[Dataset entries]
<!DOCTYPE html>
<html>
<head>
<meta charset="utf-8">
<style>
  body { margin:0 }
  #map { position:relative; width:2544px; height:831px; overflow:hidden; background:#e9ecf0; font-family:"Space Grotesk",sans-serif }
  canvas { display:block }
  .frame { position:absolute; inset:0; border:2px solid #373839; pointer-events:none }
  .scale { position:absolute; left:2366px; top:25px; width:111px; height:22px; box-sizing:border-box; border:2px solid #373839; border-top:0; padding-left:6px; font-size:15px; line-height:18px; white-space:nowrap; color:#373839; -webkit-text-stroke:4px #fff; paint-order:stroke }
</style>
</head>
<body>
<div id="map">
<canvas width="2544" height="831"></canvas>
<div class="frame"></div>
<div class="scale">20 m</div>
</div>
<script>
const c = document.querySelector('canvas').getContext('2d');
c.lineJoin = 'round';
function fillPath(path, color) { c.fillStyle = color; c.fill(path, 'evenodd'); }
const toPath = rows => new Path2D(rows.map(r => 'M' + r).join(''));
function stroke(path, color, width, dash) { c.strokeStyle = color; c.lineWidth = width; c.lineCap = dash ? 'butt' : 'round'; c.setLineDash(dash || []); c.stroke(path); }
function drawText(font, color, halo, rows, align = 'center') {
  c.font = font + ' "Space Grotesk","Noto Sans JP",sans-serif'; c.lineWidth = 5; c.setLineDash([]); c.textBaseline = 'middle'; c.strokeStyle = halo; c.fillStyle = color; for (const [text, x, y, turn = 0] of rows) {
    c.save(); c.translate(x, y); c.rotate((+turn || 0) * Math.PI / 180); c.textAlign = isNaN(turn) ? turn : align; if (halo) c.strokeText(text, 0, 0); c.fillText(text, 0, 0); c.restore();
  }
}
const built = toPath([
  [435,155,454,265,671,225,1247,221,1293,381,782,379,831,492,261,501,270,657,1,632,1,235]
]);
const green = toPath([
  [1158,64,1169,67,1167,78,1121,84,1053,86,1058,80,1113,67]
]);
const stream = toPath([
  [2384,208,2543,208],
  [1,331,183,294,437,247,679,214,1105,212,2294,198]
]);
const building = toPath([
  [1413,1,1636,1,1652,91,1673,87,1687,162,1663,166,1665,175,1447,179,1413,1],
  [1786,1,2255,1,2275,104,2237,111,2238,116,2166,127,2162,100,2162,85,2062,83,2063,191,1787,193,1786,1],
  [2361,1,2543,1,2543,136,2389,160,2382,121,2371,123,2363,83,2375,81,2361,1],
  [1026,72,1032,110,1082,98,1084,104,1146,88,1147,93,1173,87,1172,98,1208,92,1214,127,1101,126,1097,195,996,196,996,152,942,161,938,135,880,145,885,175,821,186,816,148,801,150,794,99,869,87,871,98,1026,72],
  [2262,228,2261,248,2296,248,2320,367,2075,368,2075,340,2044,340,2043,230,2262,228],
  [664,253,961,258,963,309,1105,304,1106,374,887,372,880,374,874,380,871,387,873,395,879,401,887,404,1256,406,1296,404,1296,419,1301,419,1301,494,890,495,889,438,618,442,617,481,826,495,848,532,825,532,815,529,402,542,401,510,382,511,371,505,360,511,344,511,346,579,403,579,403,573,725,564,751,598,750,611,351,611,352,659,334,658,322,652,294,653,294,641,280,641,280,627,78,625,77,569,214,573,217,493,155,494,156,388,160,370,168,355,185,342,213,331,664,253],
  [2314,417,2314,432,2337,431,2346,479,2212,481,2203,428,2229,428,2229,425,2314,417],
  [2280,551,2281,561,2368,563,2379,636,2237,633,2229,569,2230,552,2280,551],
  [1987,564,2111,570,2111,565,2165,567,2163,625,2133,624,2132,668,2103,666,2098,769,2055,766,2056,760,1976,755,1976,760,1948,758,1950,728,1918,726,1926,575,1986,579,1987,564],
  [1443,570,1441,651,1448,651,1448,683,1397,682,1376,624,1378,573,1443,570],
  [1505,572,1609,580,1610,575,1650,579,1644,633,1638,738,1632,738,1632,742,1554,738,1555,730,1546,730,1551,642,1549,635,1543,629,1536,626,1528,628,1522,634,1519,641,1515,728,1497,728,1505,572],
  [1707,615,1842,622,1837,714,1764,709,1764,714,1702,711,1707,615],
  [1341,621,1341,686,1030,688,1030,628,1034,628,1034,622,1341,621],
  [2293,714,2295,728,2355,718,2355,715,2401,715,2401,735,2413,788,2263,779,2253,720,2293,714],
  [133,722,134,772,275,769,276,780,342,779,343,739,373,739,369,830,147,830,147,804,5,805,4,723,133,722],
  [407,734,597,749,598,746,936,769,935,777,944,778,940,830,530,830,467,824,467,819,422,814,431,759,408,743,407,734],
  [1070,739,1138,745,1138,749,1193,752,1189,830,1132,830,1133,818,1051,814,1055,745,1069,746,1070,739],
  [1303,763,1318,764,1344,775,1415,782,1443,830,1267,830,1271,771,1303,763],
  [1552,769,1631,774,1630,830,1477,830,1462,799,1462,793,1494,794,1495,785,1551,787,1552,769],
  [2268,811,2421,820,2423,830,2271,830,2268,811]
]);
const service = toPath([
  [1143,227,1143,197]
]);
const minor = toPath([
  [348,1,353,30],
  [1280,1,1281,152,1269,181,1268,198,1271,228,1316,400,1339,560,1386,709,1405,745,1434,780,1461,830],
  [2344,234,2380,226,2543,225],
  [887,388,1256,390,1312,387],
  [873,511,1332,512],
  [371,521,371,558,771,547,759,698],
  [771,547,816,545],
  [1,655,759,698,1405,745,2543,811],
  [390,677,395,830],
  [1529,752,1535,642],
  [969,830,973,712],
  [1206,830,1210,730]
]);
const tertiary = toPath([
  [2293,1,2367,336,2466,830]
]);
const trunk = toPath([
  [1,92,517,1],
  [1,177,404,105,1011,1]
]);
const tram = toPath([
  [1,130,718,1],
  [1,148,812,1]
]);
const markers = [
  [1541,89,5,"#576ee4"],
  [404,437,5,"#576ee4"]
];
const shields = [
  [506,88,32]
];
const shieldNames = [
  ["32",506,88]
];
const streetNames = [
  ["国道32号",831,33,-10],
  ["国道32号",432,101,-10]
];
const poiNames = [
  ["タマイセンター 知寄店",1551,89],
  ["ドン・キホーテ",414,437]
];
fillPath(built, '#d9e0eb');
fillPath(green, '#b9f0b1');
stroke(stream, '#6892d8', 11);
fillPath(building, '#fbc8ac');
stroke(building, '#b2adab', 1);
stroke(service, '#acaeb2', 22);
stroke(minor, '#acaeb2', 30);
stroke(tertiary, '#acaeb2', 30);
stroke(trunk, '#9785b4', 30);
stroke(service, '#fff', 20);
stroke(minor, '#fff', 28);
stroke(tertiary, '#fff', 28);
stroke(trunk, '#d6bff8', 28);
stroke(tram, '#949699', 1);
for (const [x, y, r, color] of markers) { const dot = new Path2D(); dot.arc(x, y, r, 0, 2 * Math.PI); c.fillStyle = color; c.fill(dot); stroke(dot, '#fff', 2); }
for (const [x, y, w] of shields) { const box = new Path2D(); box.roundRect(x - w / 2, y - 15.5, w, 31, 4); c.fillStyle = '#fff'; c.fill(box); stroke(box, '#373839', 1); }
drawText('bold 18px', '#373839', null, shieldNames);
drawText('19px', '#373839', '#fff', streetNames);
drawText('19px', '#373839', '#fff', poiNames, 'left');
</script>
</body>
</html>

**WORK ITEM**
Count the lines above in which the string "setLineDash" occurs, and write the number with no other text.

**ANSWER FOR THIS EXERCISE**
2